▸ WORK ORDER
Go through the material below, find each line with the word "Stadsvägen", and copy those lines.

▸ RECORD EXCERPTS
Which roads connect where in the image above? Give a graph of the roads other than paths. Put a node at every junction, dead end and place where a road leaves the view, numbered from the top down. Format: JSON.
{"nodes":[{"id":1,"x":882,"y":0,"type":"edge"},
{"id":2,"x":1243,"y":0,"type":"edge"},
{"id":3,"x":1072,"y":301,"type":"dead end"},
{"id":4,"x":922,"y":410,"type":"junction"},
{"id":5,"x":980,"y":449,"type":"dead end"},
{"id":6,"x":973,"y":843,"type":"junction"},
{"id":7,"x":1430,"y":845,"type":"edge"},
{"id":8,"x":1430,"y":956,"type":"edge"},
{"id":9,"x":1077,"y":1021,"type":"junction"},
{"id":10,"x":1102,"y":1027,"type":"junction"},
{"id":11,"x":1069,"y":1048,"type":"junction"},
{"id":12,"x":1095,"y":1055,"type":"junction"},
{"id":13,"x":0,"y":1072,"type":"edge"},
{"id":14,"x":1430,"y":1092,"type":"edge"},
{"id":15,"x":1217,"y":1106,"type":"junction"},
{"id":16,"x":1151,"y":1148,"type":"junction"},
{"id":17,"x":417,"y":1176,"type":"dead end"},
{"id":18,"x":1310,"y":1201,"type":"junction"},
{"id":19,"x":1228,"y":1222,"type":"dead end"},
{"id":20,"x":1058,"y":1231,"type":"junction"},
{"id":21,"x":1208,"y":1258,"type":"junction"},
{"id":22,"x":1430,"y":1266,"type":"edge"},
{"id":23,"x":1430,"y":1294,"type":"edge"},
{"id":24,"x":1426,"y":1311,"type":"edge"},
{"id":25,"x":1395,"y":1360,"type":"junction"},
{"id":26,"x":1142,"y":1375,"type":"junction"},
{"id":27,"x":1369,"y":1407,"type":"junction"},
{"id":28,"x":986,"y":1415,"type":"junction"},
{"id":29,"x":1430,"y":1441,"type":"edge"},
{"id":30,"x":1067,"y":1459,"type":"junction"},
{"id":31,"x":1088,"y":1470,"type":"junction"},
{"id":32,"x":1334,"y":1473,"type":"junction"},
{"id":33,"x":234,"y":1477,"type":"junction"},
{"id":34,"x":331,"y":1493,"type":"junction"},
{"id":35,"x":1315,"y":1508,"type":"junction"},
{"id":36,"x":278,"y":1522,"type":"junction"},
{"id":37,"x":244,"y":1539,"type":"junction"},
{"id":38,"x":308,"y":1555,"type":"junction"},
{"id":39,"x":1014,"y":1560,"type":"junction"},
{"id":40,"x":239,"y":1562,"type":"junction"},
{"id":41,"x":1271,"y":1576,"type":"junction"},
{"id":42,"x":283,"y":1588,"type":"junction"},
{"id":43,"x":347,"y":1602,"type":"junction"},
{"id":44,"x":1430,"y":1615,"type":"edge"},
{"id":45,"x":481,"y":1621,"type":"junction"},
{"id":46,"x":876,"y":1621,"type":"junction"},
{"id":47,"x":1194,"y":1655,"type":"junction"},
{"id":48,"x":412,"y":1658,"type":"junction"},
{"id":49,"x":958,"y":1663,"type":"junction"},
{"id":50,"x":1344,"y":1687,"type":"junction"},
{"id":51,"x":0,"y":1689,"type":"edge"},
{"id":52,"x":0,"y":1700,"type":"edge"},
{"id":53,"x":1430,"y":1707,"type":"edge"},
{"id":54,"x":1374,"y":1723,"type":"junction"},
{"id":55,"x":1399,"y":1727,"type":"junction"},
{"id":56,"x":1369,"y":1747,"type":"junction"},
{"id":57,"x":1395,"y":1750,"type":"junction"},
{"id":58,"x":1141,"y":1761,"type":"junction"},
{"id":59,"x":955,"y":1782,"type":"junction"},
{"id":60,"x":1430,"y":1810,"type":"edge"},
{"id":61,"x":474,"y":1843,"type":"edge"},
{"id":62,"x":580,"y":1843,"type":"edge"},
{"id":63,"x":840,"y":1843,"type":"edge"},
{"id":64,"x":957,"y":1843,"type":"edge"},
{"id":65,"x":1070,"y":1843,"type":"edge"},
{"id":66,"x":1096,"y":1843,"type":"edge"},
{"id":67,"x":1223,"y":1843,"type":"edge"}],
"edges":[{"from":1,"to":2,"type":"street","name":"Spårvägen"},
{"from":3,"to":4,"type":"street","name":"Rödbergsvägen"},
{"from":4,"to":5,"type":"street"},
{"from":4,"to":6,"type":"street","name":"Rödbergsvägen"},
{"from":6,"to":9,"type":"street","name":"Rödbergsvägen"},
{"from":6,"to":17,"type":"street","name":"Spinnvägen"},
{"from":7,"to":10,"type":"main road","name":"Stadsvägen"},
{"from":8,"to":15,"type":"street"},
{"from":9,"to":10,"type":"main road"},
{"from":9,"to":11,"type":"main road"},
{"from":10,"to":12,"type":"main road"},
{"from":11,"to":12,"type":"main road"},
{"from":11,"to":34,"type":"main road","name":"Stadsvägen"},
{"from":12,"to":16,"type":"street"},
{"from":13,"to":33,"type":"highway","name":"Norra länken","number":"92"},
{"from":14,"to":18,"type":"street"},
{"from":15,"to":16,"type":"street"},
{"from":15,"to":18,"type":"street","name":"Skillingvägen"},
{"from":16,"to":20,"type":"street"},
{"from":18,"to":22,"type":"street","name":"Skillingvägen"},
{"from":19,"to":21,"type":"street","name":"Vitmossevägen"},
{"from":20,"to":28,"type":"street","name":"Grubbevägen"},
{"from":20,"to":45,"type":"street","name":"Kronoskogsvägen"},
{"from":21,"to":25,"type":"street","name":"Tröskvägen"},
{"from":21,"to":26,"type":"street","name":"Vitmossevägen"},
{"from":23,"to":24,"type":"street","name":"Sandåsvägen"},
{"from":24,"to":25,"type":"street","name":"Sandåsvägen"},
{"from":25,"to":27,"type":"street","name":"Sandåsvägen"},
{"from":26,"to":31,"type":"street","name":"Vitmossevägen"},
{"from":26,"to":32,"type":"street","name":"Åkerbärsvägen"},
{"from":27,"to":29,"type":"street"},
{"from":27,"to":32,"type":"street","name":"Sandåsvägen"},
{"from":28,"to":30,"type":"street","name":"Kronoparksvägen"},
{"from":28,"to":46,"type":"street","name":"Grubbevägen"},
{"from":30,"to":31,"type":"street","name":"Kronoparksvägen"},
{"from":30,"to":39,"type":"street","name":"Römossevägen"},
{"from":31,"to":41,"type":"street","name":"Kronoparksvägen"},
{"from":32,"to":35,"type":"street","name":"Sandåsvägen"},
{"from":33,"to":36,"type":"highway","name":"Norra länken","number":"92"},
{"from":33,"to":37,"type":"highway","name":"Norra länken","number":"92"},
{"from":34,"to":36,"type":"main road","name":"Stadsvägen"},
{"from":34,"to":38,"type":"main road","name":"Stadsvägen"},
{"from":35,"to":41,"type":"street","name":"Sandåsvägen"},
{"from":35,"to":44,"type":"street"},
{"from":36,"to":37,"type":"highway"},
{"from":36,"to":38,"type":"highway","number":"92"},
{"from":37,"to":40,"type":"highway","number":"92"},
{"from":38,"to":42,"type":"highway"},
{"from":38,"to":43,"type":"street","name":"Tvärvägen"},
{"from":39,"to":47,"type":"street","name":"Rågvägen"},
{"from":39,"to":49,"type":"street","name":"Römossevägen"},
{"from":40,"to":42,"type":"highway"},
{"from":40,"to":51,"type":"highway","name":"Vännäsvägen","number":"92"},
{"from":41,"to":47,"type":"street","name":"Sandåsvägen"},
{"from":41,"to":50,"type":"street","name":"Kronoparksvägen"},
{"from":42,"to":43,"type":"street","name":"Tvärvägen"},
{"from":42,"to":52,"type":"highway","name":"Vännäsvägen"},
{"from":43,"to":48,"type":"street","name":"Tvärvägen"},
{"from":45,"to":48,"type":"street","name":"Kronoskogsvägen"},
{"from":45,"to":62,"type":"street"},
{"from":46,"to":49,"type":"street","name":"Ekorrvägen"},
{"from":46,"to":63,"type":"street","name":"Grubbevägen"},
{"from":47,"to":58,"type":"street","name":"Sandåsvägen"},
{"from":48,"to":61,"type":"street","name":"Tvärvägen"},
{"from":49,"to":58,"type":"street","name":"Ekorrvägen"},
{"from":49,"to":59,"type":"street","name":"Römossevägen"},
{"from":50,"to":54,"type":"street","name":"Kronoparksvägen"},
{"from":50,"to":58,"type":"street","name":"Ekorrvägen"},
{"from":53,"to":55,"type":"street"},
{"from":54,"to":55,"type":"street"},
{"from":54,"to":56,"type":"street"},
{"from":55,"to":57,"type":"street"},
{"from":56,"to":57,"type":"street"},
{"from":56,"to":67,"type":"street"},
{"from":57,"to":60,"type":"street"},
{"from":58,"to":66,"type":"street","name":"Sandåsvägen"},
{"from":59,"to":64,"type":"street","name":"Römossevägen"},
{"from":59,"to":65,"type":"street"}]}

▸ COMPLETED EXERCISE
{"from":7,"to":10,"type":"main road","name":"Stadsvägen"},
{"from":11,"to":34,"type":"main road","name":"Stadsvägen"},
{"from":34,"to":36,"type":"main road","name":"Stadsvägen"},
{"from":34,"to":38,"type":"main road","name":"Stadsvägen"},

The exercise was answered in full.